Yapılacak değişiklikle yargının siyasi müdahaleye açık hale geleceğini ileri süren
Baykal, tarihte bunun ilk örneğinin ise Emeviler döneminde
İmam-ı Azam'a yönelik yaşandığını iddia etti.
TBMM'de partisinin haftalık grup konuşmasını yapan Baykal, hükümetin
Meclis'e sevk ettiği anayasa değişiklik paketini
hedef aldı. Baykal, anayasanın özünün 3 madde olduğunu belirterek, "O maddeler etrafında telaş var, diğerlerinde yoktur. Mesele o maddeler değil. Mesele 3 temel madde." dedi.
Baykal, yapılmak istenen değişikliklerin Türkiye'de hukukun üstünlüğü anlayışını tahribe yönelik zihniyetin konulması olduğunu öne sürdü.
CHP lideri, "Bizim Cumhuriyetimiz daima yargıyı saygın, bağımsız, kendi kuralları ile işleyen, siyasete teslim etmeyen bir hale getirmektedir.
Yargının siyasi otoriteye teslim olmasının, bunun demokratik tanımı içerisinde yer alması vehmi ile hareket edilmektedir." ifadelerini kullandı.
Baykal'ın taslağa karşı çıkarken dini argümanlar kullanması dikkat çekti. Yargıya müdahalenin
İslam tarihinde ilk kez Ehli Beyt'e zulmeden Emevilere karşı çıkan Ebu Hanife'ye uygulandığını anlatan Baykal, şunları söyledi: "Emeviler zamanında özel
mahkeme kuruldu, bunlarda muhalifler sindirildi. Bunu siyasi
adalet mekanizması ile yapmışlardır. Bunlara direnen büyük isimler çıktı. Bunların başında da İmam-ı Azam Ebu Hanife gelir. Kadılığı elinin tersi ile itip 'Sana alet olmaktansa yaşamamayı
tercih ederim' deyip hapishanede ölmüştür. İslam'da dini siyasete alet etmenin temeli Muaviye'dir. Ebu Hanife'ye kadılık
teklif etmiş, kabul etmeyince de 20 yıl hapse mahkum edilmiş ve hapishanede ölmüştür."

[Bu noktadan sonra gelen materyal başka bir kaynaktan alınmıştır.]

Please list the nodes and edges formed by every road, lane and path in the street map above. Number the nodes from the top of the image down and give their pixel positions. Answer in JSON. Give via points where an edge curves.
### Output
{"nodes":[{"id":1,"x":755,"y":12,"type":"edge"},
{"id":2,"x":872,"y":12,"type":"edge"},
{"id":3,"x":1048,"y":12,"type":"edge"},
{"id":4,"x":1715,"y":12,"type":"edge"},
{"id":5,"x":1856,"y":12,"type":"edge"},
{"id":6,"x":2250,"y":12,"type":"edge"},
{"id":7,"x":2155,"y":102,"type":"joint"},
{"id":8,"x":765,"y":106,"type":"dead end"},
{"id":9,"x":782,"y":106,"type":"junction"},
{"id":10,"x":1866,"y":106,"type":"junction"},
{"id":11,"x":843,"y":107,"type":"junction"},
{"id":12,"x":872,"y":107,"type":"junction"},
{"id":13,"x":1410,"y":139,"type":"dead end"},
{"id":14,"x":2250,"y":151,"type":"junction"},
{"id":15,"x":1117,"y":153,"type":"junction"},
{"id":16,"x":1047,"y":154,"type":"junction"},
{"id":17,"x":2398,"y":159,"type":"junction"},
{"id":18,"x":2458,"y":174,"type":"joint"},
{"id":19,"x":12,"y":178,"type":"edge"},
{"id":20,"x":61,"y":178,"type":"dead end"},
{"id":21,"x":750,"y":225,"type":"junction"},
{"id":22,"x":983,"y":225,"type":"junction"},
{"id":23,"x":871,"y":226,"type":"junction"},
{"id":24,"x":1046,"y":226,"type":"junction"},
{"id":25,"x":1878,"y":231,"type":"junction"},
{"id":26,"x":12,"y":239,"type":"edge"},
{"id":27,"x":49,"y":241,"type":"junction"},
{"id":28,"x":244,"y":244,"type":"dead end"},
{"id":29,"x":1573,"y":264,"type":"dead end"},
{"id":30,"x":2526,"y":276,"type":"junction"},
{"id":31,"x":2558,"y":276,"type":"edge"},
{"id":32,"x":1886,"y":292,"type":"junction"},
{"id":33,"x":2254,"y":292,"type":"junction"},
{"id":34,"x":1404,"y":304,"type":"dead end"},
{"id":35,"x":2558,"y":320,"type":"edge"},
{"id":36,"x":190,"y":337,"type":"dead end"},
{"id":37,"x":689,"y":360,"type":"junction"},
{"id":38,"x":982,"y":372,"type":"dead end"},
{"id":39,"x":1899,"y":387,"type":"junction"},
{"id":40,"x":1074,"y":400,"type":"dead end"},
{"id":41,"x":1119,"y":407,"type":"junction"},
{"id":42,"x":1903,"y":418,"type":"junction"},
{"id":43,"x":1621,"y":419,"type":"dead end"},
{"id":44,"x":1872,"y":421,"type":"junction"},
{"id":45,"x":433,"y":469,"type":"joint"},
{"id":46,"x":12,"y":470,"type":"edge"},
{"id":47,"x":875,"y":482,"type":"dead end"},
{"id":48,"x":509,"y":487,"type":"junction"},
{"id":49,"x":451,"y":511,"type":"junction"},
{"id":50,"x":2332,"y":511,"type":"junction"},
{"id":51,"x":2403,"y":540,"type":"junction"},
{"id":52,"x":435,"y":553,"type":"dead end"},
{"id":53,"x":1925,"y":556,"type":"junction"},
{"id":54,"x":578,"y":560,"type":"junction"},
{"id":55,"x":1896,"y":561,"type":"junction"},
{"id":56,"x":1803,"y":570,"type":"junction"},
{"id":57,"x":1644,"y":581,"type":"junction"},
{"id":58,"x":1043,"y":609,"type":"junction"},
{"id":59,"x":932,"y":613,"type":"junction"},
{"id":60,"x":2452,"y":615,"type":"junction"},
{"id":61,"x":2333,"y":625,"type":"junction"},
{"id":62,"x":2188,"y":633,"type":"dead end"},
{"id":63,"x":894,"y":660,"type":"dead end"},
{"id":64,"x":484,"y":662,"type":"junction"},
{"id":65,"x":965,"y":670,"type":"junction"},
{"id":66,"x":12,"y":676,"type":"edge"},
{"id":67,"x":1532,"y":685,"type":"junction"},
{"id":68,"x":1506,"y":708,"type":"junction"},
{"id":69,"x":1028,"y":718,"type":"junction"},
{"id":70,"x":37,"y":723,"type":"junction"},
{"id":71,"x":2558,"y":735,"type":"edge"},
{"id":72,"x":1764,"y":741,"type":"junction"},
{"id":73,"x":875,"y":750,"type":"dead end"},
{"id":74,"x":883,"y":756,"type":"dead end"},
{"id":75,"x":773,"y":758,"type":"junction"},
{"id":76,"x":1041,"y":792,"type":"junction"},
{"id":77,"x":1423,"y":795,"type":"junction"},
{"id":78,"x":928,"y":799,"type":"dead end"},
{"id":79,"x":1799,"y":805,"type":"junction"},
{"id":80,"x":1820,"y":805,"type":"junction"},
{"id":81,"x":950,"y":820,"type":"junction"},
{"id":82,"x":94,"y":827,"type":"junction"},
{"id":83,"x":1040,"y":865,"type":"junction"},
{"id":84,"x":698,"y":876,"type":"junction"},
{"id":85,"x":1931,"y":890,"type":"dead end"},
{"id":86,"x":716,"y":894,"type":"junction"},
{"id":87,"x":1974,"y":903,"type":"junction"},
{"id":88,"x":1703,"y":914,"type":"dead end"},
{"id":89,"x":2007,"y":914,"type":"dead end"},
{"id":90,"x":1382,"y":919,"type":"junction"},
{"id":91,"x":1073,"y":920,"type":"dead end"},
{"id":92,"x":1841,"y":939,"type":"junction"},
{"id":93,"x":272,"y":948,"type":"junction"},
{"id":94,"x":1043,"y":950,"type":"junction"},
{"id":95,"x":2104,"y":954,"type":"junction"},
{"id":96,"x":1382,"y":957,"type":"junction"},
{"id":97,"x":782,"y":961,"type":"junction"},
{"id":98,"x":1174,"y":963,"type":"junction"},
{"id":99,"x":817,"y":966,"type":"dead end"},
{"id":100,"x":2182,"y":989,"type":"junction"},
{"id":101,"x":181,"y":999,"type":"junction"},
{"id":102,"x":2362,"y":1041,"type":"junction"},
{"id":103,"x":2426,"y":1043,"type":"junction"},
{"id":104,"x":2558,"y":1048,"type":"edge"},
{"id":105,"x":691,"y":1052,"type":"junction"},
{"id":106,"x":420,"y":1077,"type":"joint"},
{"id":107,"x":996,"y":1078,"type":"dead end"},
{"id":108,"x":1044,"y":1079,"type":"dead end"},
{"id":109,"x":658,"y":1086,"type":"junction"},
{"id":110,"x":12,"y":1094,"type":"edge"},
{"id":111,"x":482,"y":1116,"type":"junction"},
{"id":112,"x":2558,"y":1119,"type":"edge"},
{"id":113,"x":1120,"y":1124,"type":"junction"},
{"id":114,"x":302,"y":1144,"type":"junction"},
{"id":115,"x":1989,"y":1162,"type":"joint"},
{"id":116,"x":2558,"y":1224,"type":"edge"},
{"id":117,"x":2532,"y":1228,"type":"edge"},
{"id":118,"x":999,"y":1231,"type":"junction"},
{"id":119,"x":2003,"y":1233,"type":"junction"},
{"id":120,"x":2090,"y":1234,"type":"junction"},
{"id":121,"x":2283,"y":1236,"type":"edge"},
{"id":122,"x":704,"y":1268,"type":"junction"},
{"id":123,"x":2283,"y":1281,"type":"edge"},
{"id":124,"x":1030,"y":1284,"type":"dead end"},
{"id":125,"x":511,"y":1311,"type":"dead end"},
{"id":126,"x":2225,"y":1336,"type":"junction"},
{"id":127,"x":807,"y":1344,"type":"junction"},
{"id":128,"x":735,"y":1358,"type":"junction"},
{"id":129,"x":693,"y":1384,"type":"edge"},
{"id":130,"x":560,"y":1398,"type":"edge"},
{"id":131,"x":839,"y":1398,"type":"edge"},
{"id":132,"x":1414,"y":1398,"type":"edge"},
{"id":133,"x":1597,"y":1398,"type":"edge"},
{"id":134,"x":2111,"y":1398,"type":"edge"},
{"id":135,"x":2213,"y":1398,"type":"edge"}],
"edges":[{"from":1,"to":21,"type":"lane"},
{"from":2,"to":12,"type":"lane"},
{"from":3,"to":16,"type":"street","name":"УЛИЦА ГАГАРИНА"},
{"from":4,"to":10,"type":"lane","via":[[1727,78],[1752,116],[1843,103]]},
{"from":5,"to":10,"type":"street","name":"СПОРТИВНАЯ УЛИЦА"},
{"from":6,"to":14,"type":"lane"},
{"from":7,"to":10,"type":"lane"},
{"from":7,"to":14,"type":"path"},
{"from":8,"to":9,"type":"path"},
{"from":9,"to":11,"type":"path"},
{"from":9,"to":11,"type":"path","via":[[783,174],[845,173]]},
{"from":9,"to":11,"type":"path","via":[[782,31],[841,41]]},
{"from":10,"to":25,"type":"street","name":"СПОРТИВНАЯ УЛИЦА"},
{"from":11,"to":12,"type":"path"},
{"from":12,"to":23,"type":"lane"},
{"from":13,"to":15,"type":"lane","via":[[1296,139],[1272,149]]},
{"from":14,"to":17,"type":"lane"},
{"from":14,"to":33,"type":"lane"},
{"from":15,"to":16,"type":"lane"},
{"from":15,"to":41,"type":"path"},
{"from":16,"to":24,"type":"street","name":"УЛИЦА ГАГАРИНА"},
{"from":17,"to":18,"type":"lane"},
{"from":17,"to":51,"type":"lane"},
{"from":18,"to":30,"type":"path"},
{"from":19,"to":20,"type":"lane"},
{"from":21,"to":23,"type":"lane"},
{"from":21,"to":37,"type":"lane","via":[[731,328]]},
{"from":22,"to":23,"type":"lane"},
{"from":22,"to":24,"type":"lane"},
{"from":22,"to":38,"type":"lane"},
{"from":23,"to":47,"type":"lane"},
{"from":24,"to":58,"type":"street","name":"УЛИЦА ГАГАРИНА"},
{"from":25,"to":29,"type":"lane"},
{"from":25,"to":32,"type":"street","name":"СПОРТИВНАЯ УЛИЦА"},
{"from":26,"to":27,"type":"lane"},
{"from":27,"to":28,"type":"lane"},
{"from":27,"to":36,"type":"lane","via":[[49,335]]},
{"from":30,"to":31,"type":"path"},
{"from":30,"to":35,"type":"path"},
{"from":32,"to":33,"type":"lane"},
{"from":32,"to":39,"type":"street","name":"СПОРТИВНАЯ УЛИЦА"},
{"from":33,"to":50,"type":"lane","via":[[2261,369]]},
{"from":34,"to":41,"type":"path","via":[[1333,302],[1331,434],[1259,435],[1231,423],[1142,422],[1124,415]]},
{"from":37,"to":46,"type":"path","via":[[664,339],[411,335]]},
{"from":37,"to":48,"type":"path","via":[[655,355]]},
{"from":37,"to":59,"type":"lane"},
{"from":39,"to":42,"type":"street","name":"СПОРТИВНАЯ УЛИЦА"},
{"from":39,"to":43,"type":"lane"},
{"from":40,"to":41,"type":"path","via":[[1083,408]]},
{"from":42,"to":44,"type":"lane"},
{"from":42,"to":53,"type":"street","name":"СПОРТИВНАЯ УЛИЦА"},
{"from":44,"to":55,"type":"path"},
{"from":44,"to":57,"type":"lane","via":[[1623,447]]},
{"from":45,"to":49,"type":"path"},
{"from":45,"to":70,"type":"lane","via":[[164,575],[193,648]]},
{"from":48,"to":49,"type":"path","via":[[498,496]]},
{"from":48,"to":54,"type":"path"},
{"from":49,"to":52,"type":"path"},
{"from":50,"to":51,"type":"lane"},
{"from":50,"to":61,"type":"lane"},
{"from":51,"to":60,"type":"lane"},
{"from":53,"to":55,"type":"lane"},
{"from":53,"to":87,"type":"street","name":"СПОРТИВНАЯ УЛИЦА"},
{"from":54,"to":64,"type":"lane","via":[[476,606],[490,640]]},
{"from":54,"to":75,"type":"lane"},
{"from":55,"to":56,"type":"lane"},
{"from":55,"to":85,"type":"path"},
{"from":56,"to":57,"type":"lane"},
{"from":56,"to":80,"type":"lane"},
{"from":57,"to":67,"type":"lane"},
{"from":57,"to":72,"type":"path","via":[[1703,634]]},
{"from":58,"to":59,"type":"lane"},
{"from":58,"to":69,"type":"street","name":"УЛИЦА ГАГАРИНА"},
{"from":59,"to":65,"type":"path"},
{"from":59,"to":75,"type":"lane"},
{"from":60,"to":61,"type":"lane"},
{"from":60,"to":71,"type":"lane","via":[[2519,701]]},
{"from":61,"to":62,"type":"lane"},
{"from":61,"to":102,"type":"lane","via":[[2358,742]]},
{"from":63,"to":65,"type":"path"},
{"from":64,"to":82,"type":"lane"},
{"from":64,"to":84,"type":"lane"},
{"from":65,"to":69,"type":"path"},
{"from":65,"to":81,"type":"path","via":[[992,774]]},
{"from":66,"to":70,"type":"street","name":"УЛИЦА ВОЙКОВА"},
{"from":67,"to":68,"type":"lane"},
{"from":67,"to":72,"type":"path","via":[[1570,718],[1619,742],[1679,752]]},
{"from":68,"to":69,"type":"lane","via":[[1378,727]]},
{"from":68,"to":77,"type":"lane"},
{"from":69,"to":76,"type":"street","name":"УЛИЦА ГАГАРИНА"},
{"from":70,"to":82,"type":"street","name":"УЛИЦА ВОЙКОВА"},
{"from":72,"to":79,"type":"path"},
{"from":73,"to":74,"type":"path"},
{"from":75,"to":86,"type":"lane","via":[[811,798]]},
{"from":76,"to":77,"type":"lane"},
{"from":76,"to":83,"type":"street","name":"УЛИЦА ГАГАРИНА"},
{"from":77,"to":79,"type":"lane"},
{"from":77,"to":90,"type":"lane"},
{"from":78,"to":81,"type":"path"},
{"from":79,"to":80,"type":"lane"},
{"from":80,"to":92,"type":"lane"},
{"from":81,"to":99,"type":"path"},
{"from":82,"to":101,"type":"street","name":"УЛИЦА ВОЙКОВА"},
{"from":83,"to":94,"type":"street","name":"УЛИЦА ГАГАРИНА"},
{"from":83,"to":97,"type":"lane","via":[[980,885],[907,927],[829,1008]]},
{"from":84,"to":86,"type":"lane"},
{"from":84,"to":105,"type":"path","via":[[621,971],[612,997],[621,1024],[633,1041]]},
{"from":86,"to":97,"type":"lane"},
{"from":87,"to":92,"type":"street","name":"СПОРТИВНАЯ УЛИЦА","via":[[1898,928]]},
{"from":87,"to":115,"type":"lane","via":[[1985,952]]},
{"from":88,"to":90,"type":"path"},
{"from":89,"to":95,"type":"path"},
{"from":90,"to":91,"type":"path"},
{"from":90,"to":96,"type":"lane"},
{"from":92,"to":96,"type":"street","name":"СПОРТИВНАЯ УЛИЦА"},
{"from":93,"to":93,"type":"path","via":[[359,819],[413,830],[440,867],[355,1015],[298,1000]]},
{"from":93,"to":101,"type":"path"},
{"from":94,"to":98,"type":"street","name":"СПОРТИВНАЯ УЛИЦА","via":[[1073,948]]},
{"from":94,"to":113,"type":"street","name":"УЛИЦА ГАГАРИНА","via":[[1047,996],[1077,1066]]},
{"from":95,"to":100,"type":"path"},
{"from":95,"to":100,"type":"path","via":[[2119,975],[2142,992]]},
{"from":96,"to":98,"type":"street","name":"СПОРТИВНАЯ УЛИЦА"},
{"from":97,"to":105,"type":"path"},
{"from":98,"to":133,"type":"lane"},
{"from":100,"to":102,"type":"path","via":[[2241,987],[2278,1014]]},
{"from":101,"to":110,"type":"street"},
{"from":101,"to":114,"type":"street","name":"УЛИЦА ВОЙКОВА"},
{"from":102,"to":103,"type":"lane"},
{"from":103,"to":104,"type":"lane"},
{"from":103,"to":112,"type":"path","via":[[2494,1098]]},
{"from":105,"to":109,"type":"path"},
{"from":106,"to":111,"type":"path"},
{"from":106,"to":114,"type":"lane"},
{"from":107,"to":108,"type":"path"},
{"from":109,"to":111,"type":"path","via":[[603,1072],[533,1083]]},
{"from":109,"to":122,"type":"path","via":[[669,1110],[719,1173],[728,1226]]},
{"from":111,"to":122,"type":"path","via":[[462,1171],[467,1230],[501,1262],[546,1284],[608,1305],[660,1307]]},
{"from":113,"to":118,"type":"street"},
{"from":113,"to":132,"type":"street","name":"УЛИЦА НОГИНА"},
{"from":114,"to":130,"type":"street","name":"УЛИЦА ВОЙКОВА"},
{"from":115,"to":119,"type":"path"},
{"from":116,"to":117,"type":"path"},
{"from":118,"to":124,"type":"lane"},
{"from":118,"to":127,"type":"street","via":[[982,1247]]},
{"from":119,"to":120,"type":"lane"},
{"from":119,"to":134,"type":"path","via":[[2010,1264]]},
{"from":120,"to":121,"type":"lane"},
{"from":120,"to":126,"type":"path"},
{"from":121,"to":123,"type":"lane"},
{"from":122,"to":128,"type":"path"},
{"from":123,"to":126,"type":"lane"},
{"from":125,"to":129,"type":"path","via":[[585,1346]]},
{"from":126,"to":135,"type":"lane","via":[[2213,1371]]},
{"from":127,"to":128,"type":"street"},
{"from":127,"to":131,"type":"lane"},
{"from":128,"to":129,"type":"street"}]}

Baykal, AK Parti'nin yargıyı kuşatmak istediğini savundu. Yeni taslağa göre
Anayasa Mahkemesi'nin Meclis çoğunluğuna göre üye alacağını ifade eden Baykal, "Şimdi bu rakamlarda üye saysında değişiklik olabilir. Diyelim Cumhurbaşkanı Yargıtay'dan gönderecek. Meclis gibi seçmiyor. Meclis seçerken kullandığın
seçim sistemini hangi
demokrasi anlayışın ile farklı yapıyorsun. Bunların altında iyi niyet var deyip öyle mi bakacağız, hangi hin oğlu hinlik yatıyor görmeyecek miyiz?" diye sordu.
Baykal, verdiği kararların yanı sıra yargıya kapalı olan yapısı nedeniyle sürekli eleştirilerin odağında olan
Hakimler ve Savcılar Yüksek Kurulu için öngörülen değişikliğe ilişkin ise "Aynı şey HSYK'da da var. Çoğunluğu
Başbakan seçiyor. Sonra hakimler pazarlık yapmaya başlayacaklar. Adalete bunları sokmanın yararı var mı?" ifadelerini kullandı.
CHP lideri
Deniz Baykal siyasi partilerin kapatılmasına yönelik
düzenleme konusunda ise şunları söyledi: "Siyasi partilerin kapatılması konusunda kaç grup varsa ikişer kişi gelecek. 2010 için 10 kişi, bir de meclis başkanı.
Ulusal bütünlüğü tehdit eden partiye karşı yargı harekete geçecek, ama Meclis'ten izin bekleyecekler. Bu hukukun denetim yapma şansını, sınırlama yetkisini, tamamen ortadan kaldıran ya da siyasi pazarlıklara teslim eden bir gelişmedir. Böyle bir şey olur mu? O zaman kaldırın parti kapatmayı, dünyanın en büyük demokratik ülkesi olalım. Partiler o kadar çok bölücü, yıkıcı faaliyette bulunsun biz kapatmayalım, böyle bir mantık var mı?"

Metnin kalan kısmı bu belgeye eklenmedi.